Son discours terminé, il s’élança vers l’arbre célèbre suivi et parfois devancé par les autres princes qui tenaient à démentir ses paroles. Mais il arriva pourtant le premier au but, tomba en riant, criblé de balles, devant le Tègne Amari Dior Borso assis sur ses tapis et entouré de sa garde. Le soleil était à son déclin. Latsoukabé Fari Déguèn rendit son âme à Dieu. Le Tègne ému demanda « Quel est ce brave cavalier ? » « C’est sûrement Latsoukabé Fari Déguèn dont nous avons entendu vanter la bravoure maintes et maintes fois », lui répondit son entourage.

Dans les rangs kayoriens, on entendait ces mots qui allaient de bouche en bouche Ndiol daanuna, ce qui veut dire “Ndiol”, le surnom de Latsoukabé, “est tombé”.

Ayant entendu ces paroles, le Damel Birima dressé sur son cheval, furieux comme un lion touché par une balle, s’élança comme un éclair vers l’arbre, donnant l’ordre à sa garde d’avancer et d’ouvrir le feu.
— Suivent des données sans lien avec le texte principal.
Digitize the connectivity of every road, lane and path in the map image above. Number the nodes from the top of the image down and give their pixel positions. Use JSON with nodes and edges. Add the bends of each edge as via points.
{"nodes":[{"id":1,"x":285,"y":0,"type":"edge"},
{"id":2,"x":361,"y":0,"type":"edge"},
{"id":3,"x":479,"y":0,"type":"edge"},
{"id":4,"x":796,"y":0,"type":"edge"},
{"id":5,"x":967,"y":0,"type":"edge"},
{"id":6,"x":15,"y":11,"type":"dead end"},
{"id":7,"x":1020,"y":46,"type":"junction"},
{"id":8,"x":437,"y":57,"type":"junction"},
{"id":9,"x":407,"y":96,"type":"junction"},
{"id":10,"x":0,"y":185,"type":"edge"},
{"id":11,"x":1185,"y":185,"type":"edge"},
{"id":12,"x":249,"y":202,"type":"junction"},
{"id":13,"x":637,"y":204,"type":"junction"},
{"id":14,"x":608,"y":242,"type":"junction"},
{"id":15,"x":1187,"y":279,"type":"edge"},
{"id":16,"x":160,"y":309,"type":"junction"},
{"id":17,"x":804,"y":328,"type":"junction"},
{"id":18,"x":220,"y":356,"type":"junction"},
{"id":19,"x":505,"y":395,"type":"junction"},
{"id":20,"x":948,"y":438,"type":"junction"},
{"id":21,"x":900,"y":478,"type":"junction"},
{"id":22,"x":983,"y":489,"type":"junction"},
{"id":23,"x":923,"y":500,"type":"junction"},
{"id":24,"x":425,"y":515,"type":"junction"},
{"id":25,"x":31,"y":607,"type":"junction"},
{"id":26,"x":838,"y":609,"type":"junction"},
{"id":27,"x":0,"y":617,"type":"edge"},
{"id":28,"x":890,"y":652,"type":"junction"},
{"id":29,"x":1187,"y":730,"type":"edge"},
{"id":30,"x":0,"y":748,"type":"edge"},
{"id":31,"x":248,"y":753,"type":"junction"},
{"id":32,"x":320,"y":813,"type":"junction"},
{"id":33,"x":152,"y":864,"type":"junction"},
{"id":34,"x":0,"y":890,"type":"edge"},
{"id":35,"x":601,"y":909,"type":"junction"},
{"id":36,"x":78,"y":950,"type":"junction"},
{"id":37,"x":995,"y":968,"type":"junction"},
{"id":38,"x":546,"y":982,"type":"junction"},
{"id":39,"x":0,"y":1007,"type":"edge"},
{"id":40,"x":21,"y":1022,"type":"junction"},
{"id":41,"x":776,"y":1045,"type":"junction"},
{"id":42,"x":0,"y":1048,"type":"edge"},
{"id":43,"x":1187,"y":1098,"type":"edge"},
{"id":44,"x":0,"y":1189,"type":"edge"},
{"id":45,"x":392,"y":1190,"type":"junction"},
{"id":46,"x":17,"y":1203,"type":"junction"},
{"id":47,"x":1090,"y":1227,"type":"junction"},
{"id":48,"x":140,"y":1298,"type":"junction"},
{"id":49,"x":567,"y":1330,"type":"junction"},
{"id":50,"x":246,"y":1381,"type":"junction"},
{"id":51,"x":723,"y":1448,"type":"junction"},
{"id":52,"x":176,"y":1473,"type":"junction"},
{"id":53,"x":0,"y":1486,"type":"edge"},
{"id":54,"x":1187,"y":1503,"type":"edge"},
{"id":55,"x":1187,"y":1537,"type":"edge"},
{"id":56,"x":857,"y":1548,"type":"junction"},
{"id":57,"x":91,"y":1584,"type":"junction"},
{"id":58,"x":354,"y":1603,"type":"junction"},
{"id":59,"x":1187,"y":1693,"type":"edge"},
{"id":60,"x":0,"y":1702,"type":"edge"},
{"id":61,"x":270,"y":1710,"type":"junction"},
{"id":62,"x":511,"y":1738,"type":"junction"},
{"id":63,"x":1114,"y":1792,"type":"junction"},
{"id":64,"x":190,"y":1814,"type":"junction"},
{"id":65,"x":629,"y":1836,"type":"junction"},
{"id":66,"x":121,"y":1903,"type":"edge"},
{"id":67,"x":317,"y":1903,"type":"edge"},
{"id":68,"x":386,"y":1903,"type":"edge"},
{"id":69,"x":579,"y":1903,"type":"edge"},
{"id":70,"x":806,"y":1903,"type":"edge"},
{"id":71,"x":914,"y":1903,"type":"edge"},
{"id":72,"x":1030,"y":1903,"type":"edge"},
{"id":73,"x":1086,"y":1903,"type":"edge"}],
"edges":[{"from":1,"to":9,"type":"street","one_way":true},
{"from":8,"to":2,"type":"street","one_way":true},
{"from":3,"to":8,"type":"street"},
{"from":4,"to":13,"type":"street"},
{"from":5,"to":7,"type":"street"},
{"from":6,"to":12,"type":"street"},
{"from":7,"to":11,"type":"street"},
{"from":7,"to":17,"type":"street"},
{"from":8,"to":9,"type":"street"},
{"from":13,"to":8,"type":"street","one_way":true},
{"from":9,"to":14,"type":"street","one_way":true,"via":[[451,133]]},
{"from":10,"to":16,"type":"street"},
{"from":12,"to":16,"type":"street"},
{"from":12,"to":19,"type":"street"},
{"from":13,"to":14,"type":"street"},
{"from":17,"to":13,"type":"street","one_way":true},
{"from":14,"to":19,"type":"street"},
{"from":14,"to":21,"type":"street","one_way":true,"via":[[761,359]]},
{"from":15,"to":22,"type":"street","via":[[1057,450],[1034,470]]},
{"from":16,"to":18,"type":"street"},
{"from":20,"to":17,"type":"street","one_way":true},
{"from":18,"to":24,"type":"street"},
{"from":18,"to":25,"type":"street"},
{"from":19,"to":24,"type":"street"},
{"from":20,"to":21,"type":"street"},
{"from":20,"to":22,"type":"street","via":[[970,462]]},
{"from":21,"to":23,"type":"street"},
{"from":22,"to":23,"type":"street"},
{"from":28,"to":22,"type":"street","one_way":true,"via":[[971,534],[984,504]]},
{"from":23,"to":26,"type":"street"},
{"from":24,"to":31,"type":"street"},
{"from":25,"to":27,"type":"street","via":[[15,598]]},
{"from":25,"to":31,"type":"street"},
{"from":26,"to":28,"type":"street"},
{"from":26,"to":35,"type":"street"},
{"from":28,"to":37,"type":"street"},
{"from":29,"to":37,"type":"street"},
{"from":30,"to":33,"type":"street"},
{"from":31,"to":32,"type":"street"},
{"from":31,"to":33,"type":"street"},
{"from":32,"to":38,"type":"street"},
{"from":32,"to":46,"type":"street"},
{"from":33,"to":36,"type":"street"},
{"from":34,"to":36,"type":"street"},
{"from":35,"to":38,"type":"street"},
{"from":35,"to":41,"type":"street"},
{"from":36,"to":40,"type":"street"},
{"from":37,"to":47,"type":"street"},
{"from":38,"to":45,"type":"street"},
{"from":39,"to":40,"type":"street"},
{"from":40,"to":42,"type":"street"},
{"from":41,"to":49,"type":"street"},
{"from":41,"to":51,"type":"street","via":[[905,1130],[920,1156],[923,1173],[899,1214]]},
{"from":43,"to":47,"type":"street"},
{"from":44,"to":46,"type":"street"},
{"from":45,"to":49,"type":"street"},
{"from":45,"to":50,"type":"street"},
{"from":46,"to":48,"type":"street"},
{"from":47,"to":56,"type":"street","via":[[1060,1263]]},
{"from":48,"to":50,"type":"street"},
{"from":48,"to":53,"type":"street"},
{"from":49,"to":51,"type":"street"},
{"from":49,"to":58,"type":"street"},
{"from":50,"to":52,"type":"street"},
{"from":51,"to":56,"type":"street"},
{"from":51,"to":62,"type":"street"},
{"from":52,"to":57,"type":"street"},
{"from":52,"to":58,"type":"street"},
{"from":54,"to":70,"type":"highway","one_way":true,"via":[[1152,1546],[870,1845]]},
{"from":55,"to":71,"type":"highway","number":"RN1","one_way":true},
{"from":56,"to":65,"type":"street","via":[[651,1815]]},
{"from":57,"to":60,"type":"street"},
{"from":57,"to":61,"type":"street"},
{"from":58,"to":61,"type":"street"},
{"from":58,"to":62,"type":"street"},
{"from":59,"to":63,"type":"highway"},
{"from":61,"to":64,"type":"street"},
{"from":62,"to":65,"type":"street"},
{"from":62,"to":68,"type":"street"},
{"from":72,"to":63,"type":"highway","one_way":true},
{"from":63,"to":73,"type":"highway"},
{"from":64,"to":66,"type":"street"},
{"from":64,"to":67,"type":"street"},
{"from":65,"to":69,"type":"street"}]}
La fameuse garde du Damel était formée de cinq cents fantassins armés de dibi, longs fusils à piston ou à pierres. Le feu était si intense que les branches de l’arbre tombaient, les habits du Tègne brûlèrent sur lui. Il tomba évanoui. On éteignit le feu en versant de l’eau. Sur l’ordre de son oncle Weindé Borso, la garde le mit sur son cheval Haté et se dirigea avec lui vers le Sine. Weindé lui-même était criblé de balles et avait eu plusieurs chevaux tués sous lui.

Après avoir inhumé son frère Latsoukabé à Lambaye même, le Damel regagna le Kayor avec beaucoup de tristesse. Il cumula les commandements des deux pays. Mais il jura de ne plus revenir dans le Baol où avait été enterré son meilleur ami et il tint parole.

Après la bataille, Birima régna dix-neuf ans dans le calme le plus absolu, en plus des sept premières années, soit en tout vingt-six ans de règne. Il fut un roi puissant et autoritaire, mais juste. Il se fit musulman et essaya toujours d’appliquer la loi coranique dans son royaume. Il avait interdit les mariages illicites, les adultères, l’abus de l’alcool, les pillages. Dans ses jugements, il rendait œil pour œil, dent pour dent. Il vivait modérément et il était honnête à l’excès ; il n’épousa que des femmes de sang noble.

C’était un homme de taille moyenne, mais corpulent, d’un tempérament vigoureux, un bel homme de teint noirâtre avec une grosse tête, au front large et luisant comme un miroir.

C’est Birima qui a introduit dans le Kayor, la famille des Kounta de Ndiassane en plaçant leur ancêtre Cheikh Bounama Kounta à Ndankhe, après lui avoir donné une concession et de nombreux esclaves.